= Bob Weeks =

Canadian sportswriter

Bob Weeks is a reporter and analyst for TSN, covering golf and curling. He was previously the editorial director of SCOREGolf magazine. In addition, he served as host for SCOREGolf TV. He was also the curling columnist for The Globe and Mail for more than 25 years and editor of the Ontario Curling Report for 30.

Weeks joined TSN on a full-time basis on June 29, 2015.

Weeks joined SCOREGolf as associate editor in October 1987. He was promoted to editor in 1992. In 2012 he became editorial director.

In 2009, he was ranked sixth overall and the top media member on the National Post's list of the most influential people in Canadian golf.

In 2009, he was made an Honorary Life Member of the Ontario Curling Association for his contributions to curling.

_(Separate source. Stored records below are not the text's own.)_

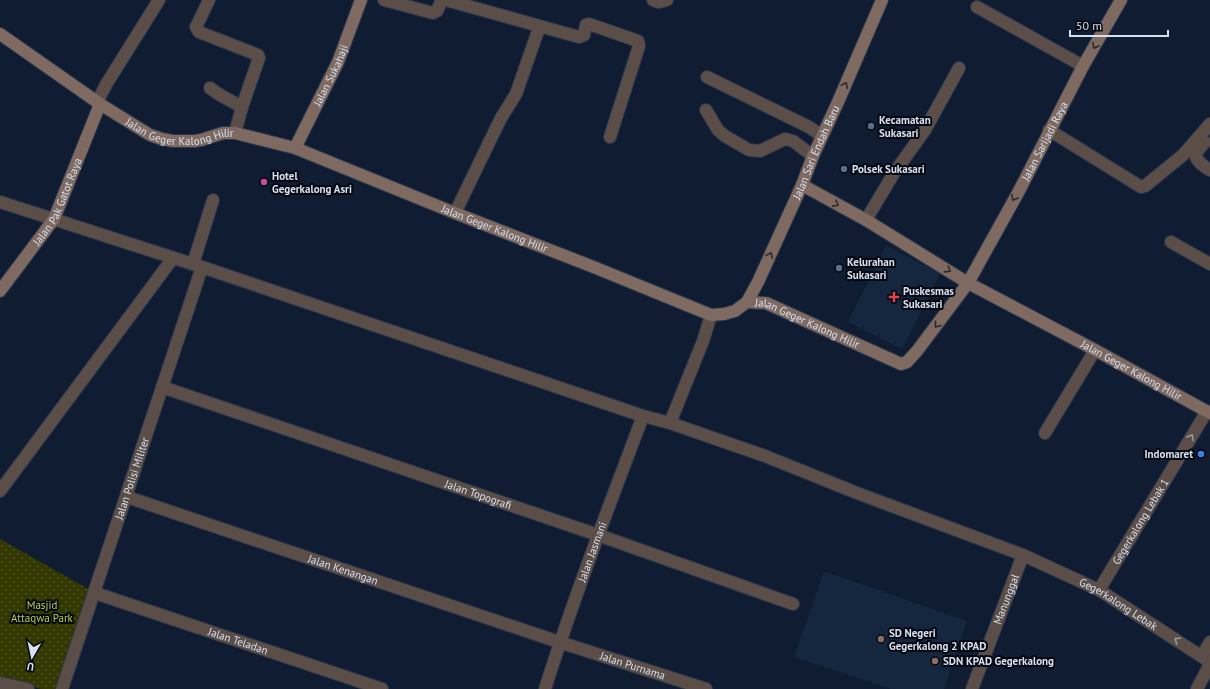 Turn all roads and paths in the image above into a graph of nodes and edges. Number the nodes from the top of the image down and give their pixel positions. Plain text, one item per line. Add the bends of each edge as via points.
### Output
1 (159, 0) edge
2 (209, 0) edge
3 (361, 0) edge
4 (384, 0) edge
5 (446, 0) edge
6 (652, 0) edge
7 (667, 0) edge
8 (882, 0) edge
9 (1120, 0) edge
10 (977, 7) dead end
11 (539, 28) dead end
12 (0, 34) edge
13 (1083, 66) junction
14 (959, 68) dead end
15 (707, 77) dead end
16 (210, 88) dead end
17 (98, 103) junction
18 (242, 107) junction
19 (706, 110) dead end
20 (1210, 124) edge
21 (1049, 130) junction
22 (235, 133) junction
23 (1210, 135) edge
24 (822, 136) junction
25 (610, 137) dead end
26 (295, 148) junction
27 (813, 156) junction
28 (1210, 170) edge
29 (802, 185) junction
30 (213, 200) dead end
31 (0, 202) edge
32 (455, 213) junction
33 (54, 219) junction
34 (866, 220) junction
35 (1171, 242) dead end
36 (174, 258) junction
37 (1210, 264) edge
38 (197, 266) junction
39 (758, 282) junction
40 (968, 283) junction
41 (0, 291) edge
42 (747, 302) junction
43 (766, 303) junction
44 (711, 315) junction
45 (1095, 350) junction
46 (162, 387) junction
47 (1208, 412) edge
48 (643, 416) junction
49 (670, 423) junction
50 (1045, 433) dead end
51 (0, 491) edge
52 (127, 497) junction
53 (598, 535) junction
54 (1023, 555) junction
55 (1099, 590) junction
56 (95, 593) junction
57 (792, 604) dead end
58 (560, 642) junction
59 (1210, 642) edge
60 (1207, 661) edge
61 (0, 683) edge
62 (28, 689) edge
63 (62, 689) edge
64 (382, 689) edge
65 (545, 689) edge
66 (706, 689) edge
67 (972, 689) edge
68 (1197, 689) edge

1 - 17 street via 107,82
2 - 18 street via 196,27 199,32 258,55 259,58
3 - 26 main road, Jalan Sukahaji via 338,62
4 - 5 street via 433,13 437,11 441,2
5 - 25 street via 580,37 584,35 586,25 589,24 638,41 639,46
6 - 7 street
24 -> 8 main road, Jalan Sari Endah Baru
9 -> 13 main road, Jalan Sarijadi Raya
10 - 13 street
11 - 32 street via 516,94
12 - 17 main road, Jalan Geger Kalong Hilir
13 - 21 main road, Jalan Sarijadi Raya
14 - 34 street via 925,130 894,173
15 - 24 street via 809,127
16 - 18 street
17 - 22 main road, Jalan Geger Kalong Hilir via 150,136 162,139 198,141 223,133
17 - 33 main road, Jalan Pak Gatot Raya
18 - 22 street
19 - 27 street via 718,130 749,150 760,151 785,139 793,141
20 - 21 street via 1183,155 1141,187
21 -> 40 main road, Jalan Sarijadi Raya via 1019,191
22 - 26 main road, Jalan Geger Kalong Hilir
23 - 28 street via 1195,154 1201,164
24 - 27 main road, Jalan Sari Endah Baru
26 - 32 main road, Jalan Geger Kalong Hilir
27 - 29 main road, Jalan Sari Endah Baru
29 -> 34 main road, Jalan Geger Kalong Hilir
39 -> 29 main road, Jalan Sari Endah Baru
30 - 38 street, Jalan Polisi Militer
31 - 33 street, Gegerkalong Lebak
32 - 44 main road, Jalan Geger Kalong Hilir
33 - 36 street, Gegerkalong Lebak
33 - 41 main road, Jalan Pak Gatot Raya
34 -> 40 main road, Jalan Geger Kalong Hilir
35 - 37 street
36 - 38 street, Gegerkalong Lebak
36 - 51 street
38 - 46 street, Jalan Polisi Militer
38 - 48 street, Gegerkalong Lebak
39 - 42 main road, Jalan Sari Endah Baru
39 - 43 main road via 761,297
40 -> 43 main road, Jalan Geger Kalong Hilir via 917,351 903,364
40 - 45 main road, Jalan Geger Kalong Hilir
42 - 43 main road, Jalan Geger Kalong Hilir
42 - 44 main road, Jalan Geger Kalong Hilir via 734,311
44 - 49 street
45 - 47 main road, Jalan Geger Kalong Hilir
45 - 50 street
46 - 52 street, Jalan Polisi Militer
46 - 53 street, Jalan Topografi
55 -> 47 street, Gegerkalong Lebak 1
48 - 49 street, Gegerkalong Lebak
48 - 53 street, Jalan Jasmani
49 - 54 street, Gegerkalong Lebak via 765,456
52 - 56 street, Jalan Polisi Militer
52 - 58 street, Jalan Kenangan
53 - 57 street, Jalan Topografi
53 - 58 street, Jalan Jasmani
54 - 55 street, Gegerkalong Lebak
54 - 67 street, Manunggal
60 -> 55 street, Gegerkalong Lebak
56 - 63 street, Jalan Polisi Militer
56 - 64 street, Jalan Teladan
58 - 65 street, Jalan Jasmani
58 - 66 street, Jalan Purnama
59 - 60 street
60 - 68 street
61 - 62 street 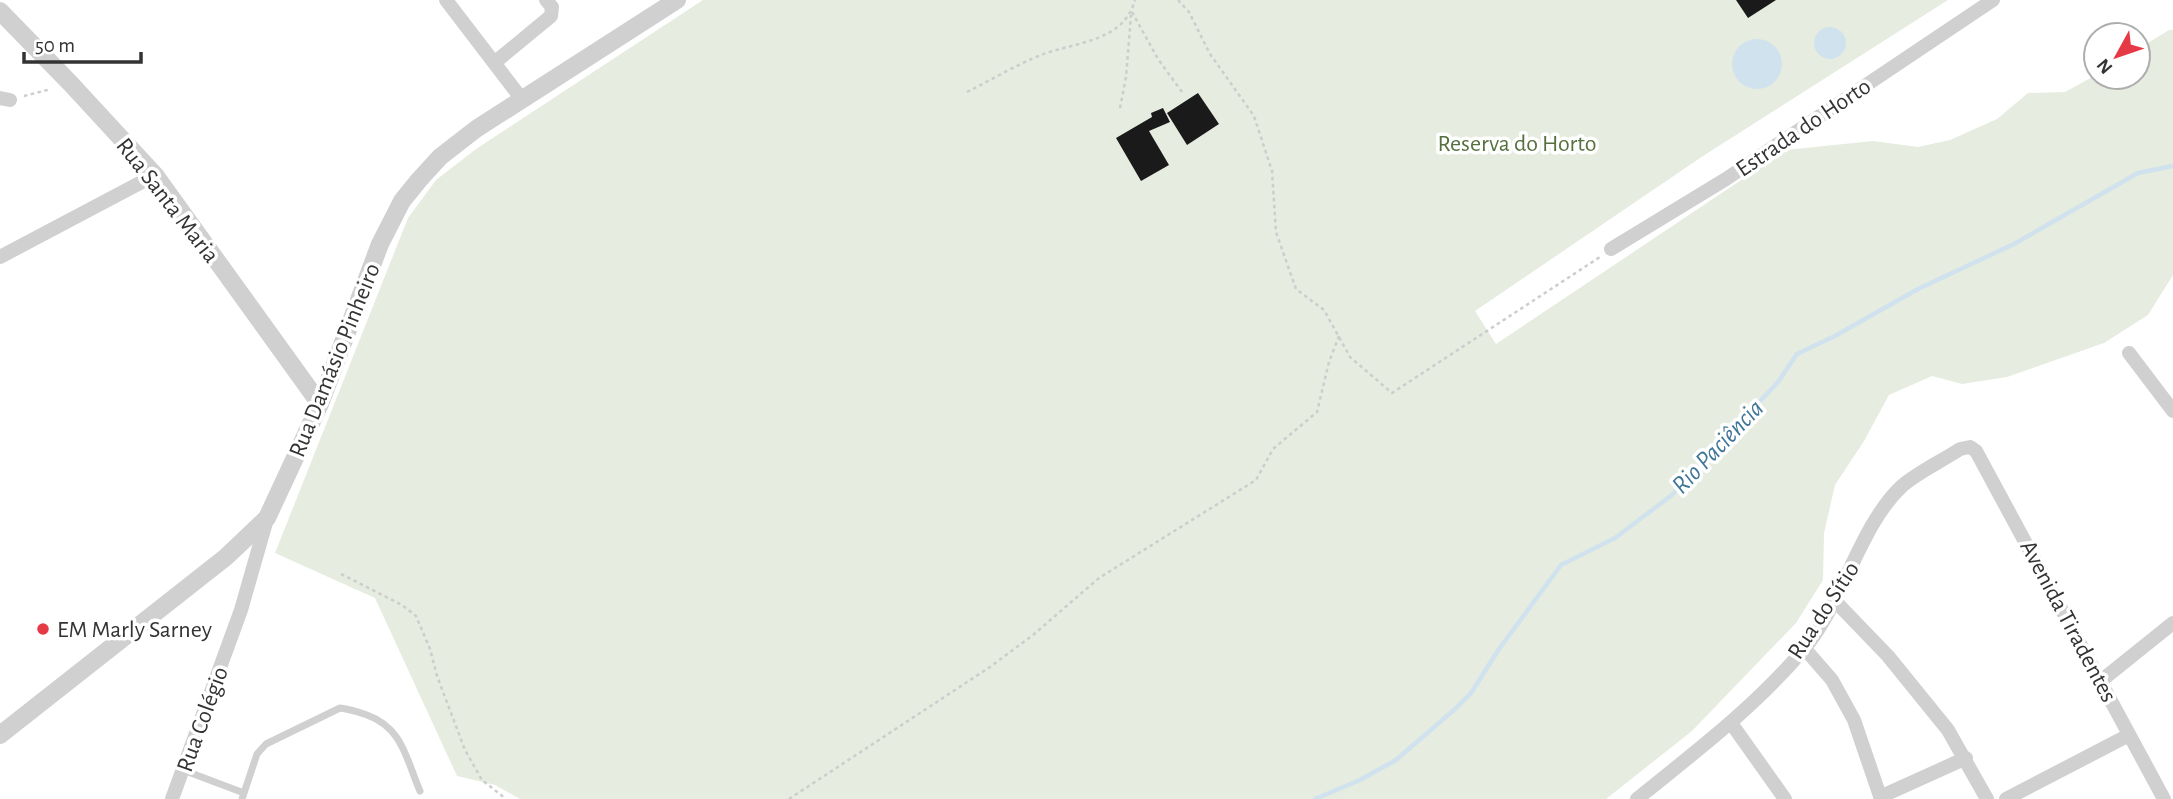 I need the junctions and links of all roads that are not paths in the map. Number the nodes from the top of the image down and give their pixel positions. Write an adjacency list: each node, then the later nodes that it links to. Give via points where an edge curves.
1 (446, 0): 6 (street)
2 (546, 0): 6 (street, via 552,7 551,16)
3 (677, 0): 7 (street, Rua Damásio Pinheiro)
4 (1993, 0): 9 (street, Estrada do Horto, via 1726,179)
5 (0, 11): 8 (street, Rua Santa Maria)
6 (494, 63): 7 (street)
7 (521, 98): 12 (street, Rua Damásio Pinheiro, via 440,157 402,201 380,244)
8 (155, 175): 10 (street); 12 (street, Rua Santa Maria)
9 (1611, 249)
10 (0, 257)
11 (2129, 353): 13 (street)
12 (320, 404): 15 (street, Rua Damásio Pinheiro)
13 (2173, 411)
14 (1970, 447): 16 (street, Rua do Sítio, via 1903,486 1879,515); 19 (street, Avenida Tiradentes)
15 (267, 518): 21 (street, Rua Damásio Pinheiro, via 226,557); 24 (street, Rua Colégio, via 241,610)
16 (1835, 601): 18 (street, Rua do Sítio); 23 (street, via 1918,691)
17 (2173, 624): 19 (street)
18 (1805, 649): 20 (street, Rua do Sítio); 27 (street, via 1832,680 1854,720)
19 (2102, 680): 22 (street, Avenida Tiradentes)
20 (1731, 723): 29 (street, Rua do Sítio); 30 (street)
21 (0, 735)
22 (2129, 735): 32 (street); 33 (street, Avenida Tiradentes)
23 (1966, 758): 27 (street); 31 (street)
24 (183, 770): 26 (lane); 28 (street, Rua Colégio)
25 (420, 792): 26 (lane, via 387,724 340,708 266,744 257,754)
26 (243, 796)
27 (1880, 798)
28 (172, 799)
29 (1637, 799)
30 (1785, 799)
31 (1987, 799)
32 (2006, 799)
33 (2164, 799) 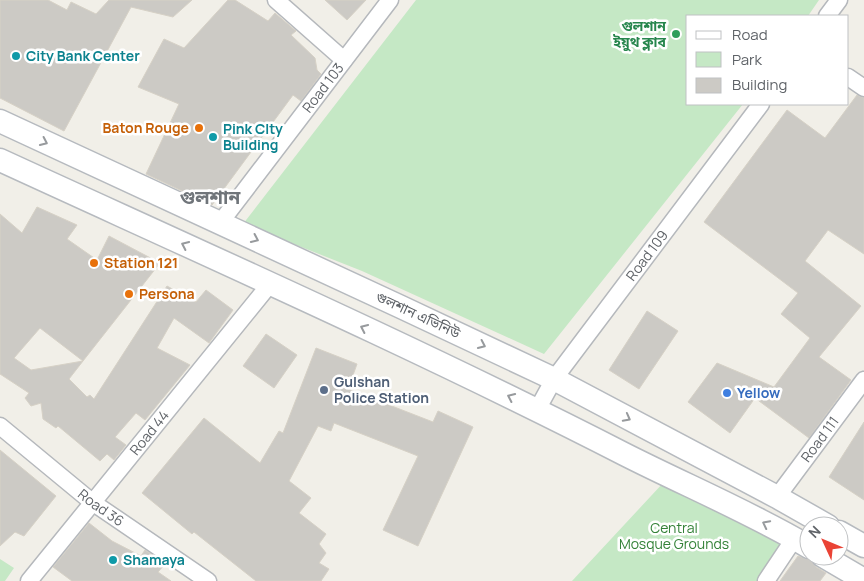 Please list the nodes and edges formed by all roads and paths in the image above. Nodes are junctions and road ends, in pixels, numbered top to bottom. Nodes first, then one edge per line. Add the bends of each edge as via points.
1 (276, 0) edge
2 (390, 0) edge
3 (839, 0) edge
4 (828, 15) edge
5 (344, 60) junction
6 (849, 78) edge
7 (864, 88) edge
8 (760, 105) edge
9 (0, 121) edge
10 (0, 160) edge
11 (220, 223) junction
12 (270, 284) junction
13 (554, 380) junction
14 (864, 380) edge
15 (537, 410) junction
16 (0, 426) edge
17 (777, 497) junction
18 (92, 502) junction
19 (810, 516) edge
20 (849, 538) edge
21 (799, 541) edge
22 (799, 546) edge
23 (864, 546) edge
24 (840, 566) edge
25 (864, 580) edge
26 (29, 581) edge
27 (208, 581) edge
28 (766, 581) edge

1 - 5 street
2 - 5 street, Road 103
3 - 4 street
5 - 11 street, Road 103
6 - 7 street
8 - 13 street, Road 109
9 -> 11 main road, গুলশান এভিনিউ
12 -> 10 main road
11 -> 13 main road, গুলশান এভিনিউ
15 -> 12 main road
12 - 18 street, Road 44
13 - 15 street, Road 109
13 -> 17 main road, গুলশান এভিনিউ
14 - 17 street, Road 111
21 -> 15 main road
16 - 18 street, Road 36
17 - 19 main road, গুলশান এভিনিউ
18 - 26 street, Road 44
18 - 27 street, Road 36
20 - 23 main road
22 - 28 street
24 - 25 main road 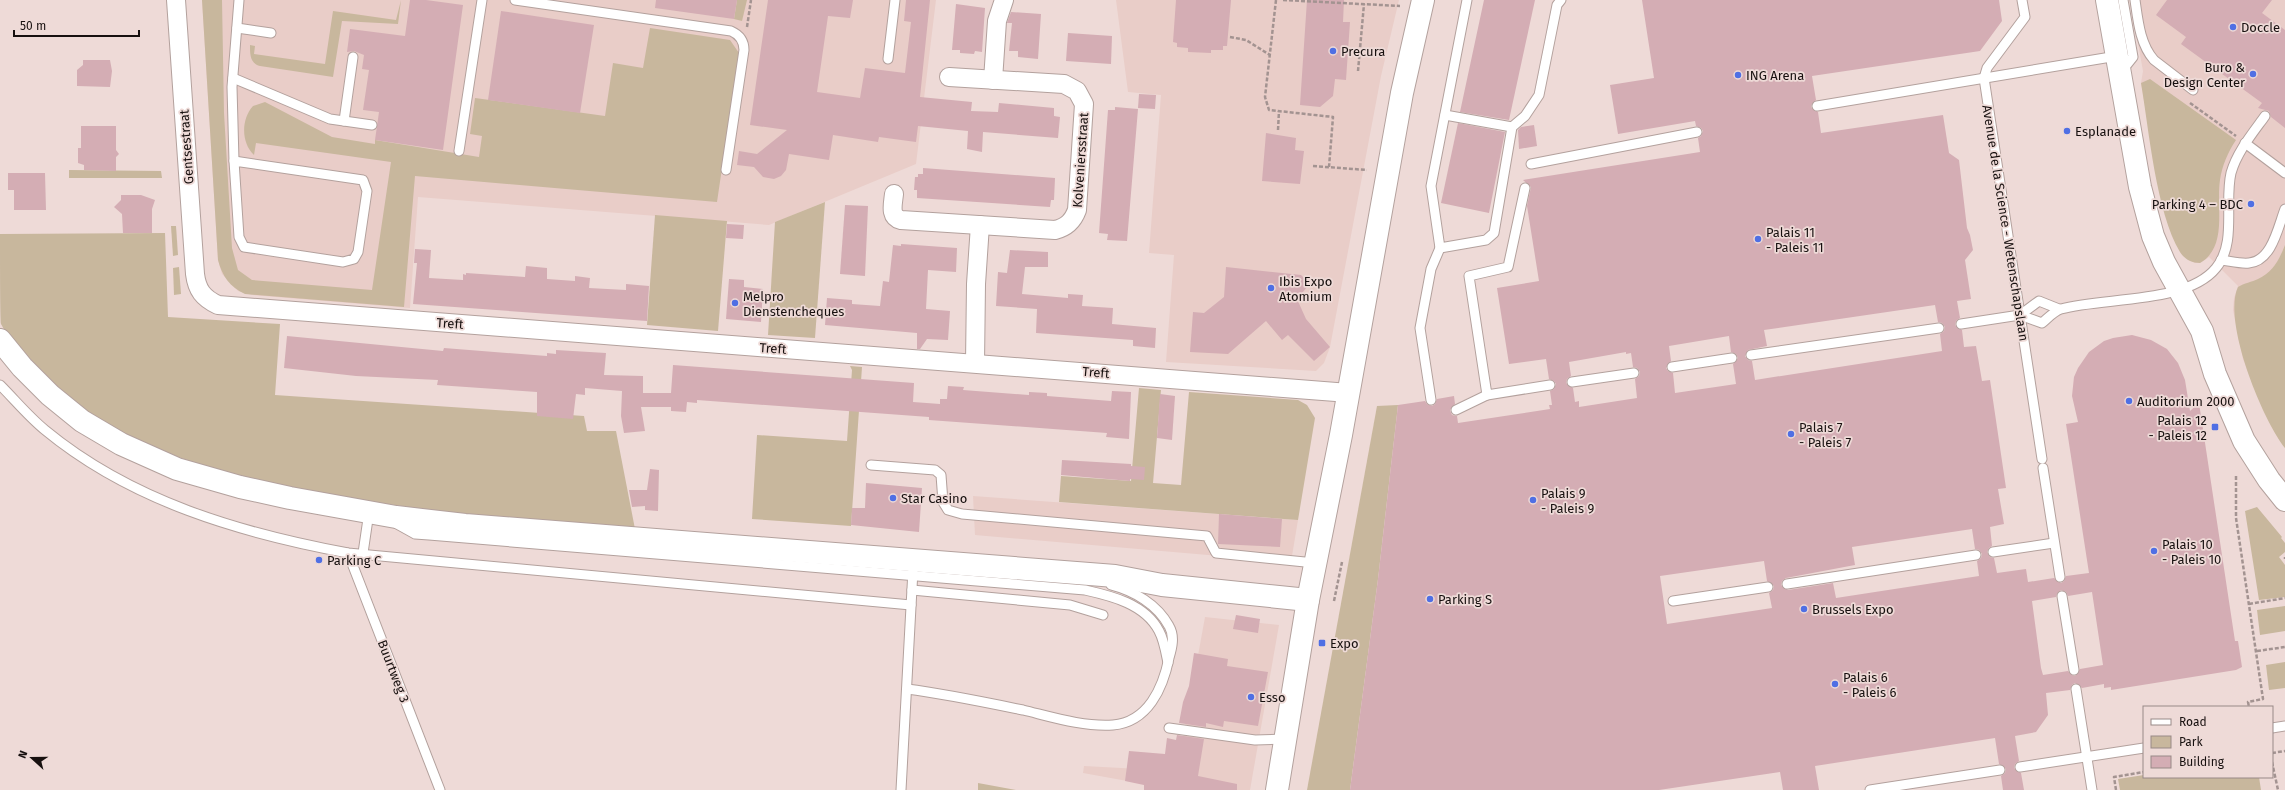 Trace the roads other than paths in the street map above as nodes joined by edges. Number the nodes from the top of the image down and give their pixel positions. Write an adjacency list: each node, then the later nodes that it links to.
1 (176, 0): 44 (street, Gentsestraat)
2 (239, 0): 14 (lane)
3 (482, 0): 32 (lane)
4 (515, 0): 35 (lane)
5 (895, 0): 17 (lane)
6 (1004, 0): 22 (street)
7 (1423, 0): 58 (main road)
8 (1467, 0): 25 (lane)
9 (1560, 0): 29 (lane)
10 (2022, 0): 21 (lane)
11 (2107, 0): 18 (main road)
12 (2124, 0): 18 (lane)
13 (2135, 0): 23 (lane)
14 (237, 28): 15 (lane); 20 (lane)
15 (271, 33)
16 (353, 57): 27 (lane)
17 (888, 59)
18 (2119, 65): 21 (lane); 43 (main road)
19 (949, 77): 22 (street, Kolveniersstraat)
20 (232, 78): 27 (lane); 33 (lane)
21 (1984, 78): 24 (lane); 46 (lane, Avenue de la Science - Wetenschapslaan)
22 (994, 80): 40 (street, Kolveniersstraat)
23 (2194, 90)
24 (1817, 106)
25 (1445, 115): 29 (lane); 41 (lane)
26 (2264, 116): 31 (lane)
27 (344, 121): 28 (lane)
28 (372, 125)
29 (1512, 127): 41 (lane)
30 (1697, 132): 34 (lane)
31 (2241, 141): 36 (lane); 42 (lane)
32 (459, 151)
33 (234, 161): 33 (lane)
34 (1531, 164)
35 (726, 170)
36 (2285, 173)
37 (1525, 188): 59 (lane)
38 (894, 194): 40 (street, Kolveniersstraat)
39 (2285, 209): 42 (lane)
40 (980, 225): 52 (street)
41 (1440, 248): 60 (lane)
42 (2221, 260): 43 (lane)
43 (2180, 291): 45 (lane); 63 (main road)
44 (201, 294): 52 (street, Treft)
45 (2059, 309): 46 (lane); 46 (lane)
46 (2020, 315): 47 (lane); 65 (lane, Avenue de la Science - Wetenschapslaan)
47 (1961, 324)
48 (1939, 328): 50 (lane)
49 (0, 340): 64 (main road)
50 (1751, 355)
51 (1732, 358): 53 (lane)
52 (974, 363): 58 (street, Treft)
53 (1672, 367)
54 (1634, 373): 55 (lane)
55 (1572, 382)
56 (0, 385): 67 (lane)
57 (1550, 385): 59 (lane)
58 (1349, 393): 70 (main road)
59 (1487, 395): 61 (lane)
60 (1431, 400)
61 (1456, 410)
62 (871, 465): 70 (lane)
63 (2285, 500)
64 (371, 512): 68 (lane); 71 (main road)
65 (2054, 543): 66 (lane); 73 (lane, Avenue de la Science - Wetenschapslaan)
66 (1993, 552)
67 (348, 553): 68 (lane); 94 (lane, Buurtweg 3)
68 (364, 553): 80 (lane)
69 (1976, 555): 74 (lane)
70 (1315, 563): 78 (main road)
71 (913, 567): 72 (main road); 76 (lane); 82 (lane)
72 (1088, 576): 78 (main road); 82 (lane)
73 (2060, 577)
74 (1787, 584)
75 (1768, 586): 79 (lane)
76 (912, 590): 80 (lane); 81 (lane)
77 (2062, 596): 83 (lane)
78 (1308, 600): 89 (main road)
79 (1673, 601)
80 (911, 605): 84 (lane)
81 (1103, 615)
82 (1168, 663): 84 (lane)
83 (2074, 670)
84 (907, 689): 95 (lane)
85 (2076, 689): 91 (lane)
86 (2285, 726): 88 (lane)
87 (1170, 728): 89 (lane)
88 (2273, 728)
89 (1286, 739): 96 (main road)
90 (2143, 748): 91 (lane)
91 (2087, 757): 92 (lane); 98 (lane)
92 (2020, 767)
93 (2000, 770): 97 (lane)
94 (440, 790)
95 (901, 790)
96 (1277, 790)
97 (1870, 790)
98 (2092, 790)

In 2013, Weeks was named as the recipient of the Golf Journalists' Association of Canada Dick Grimm Award for lifetime contributions to the game of golf. On May 7, 2014, he became the 67th person to be inducted into the Ontario Golf Hall of Fame. On November 6, 2014, he was inducted into the Etobicoke Sports Hall of Fame. On February 14, 2015, he was presented with the Distinguished Service Award by Golf Canada for outstanding contributions to the game of golf in Canada. On March 9, 2016, he was inducted into the Canadian Curling Hall of Fame in the Builder category. On July 20, 2016, he was inducted into the Canadian Golf Hall of Fame as a Builder. He is the only person to be inducted into both the curling and golf halls. On January 26, 2017, he received the George Cumming Distinguished Service Award from the PGA of Canada, the association's most prestigious award.

== Books ==
Weeks has authored six books: The World's Greatest Golf Courses; The Brier: A History of Canada's Most Celebrated Curling Championship; Curling For Dummies (Volumes 1 and 2); Hurry Hard: the Russ Howard Story, which he co-authored with Russ Howard, Curling, Etcetera and Rock Star, which he co-wrote with Jennifer Jones. Rock Star was the No. 1 book on both the Toronto Star and Globe and Mail bestseller lists on August 30, 2025. He is a three-time winner of the Scotty Harper Award for the top curling story in Canada.

== History ==
Weeks grew up in Montreal -- Mount Royal, Quebec—but spent most summers in Prince Edward Island where his family's roots are located. A fifth-generation Canadian, Weeks' great-grandfather was one of the founders of the first golf course in PEI. His grandfather, Major-General Ernest Geoffrey Weeks, was a highly decorated military hero who went on to become Adjutant-General of the Canadian Forces.

A graduate of Richview Collegiate Institute in Toronto and the University of Windsor (Hons. BA—Communications), he lives in Toronto.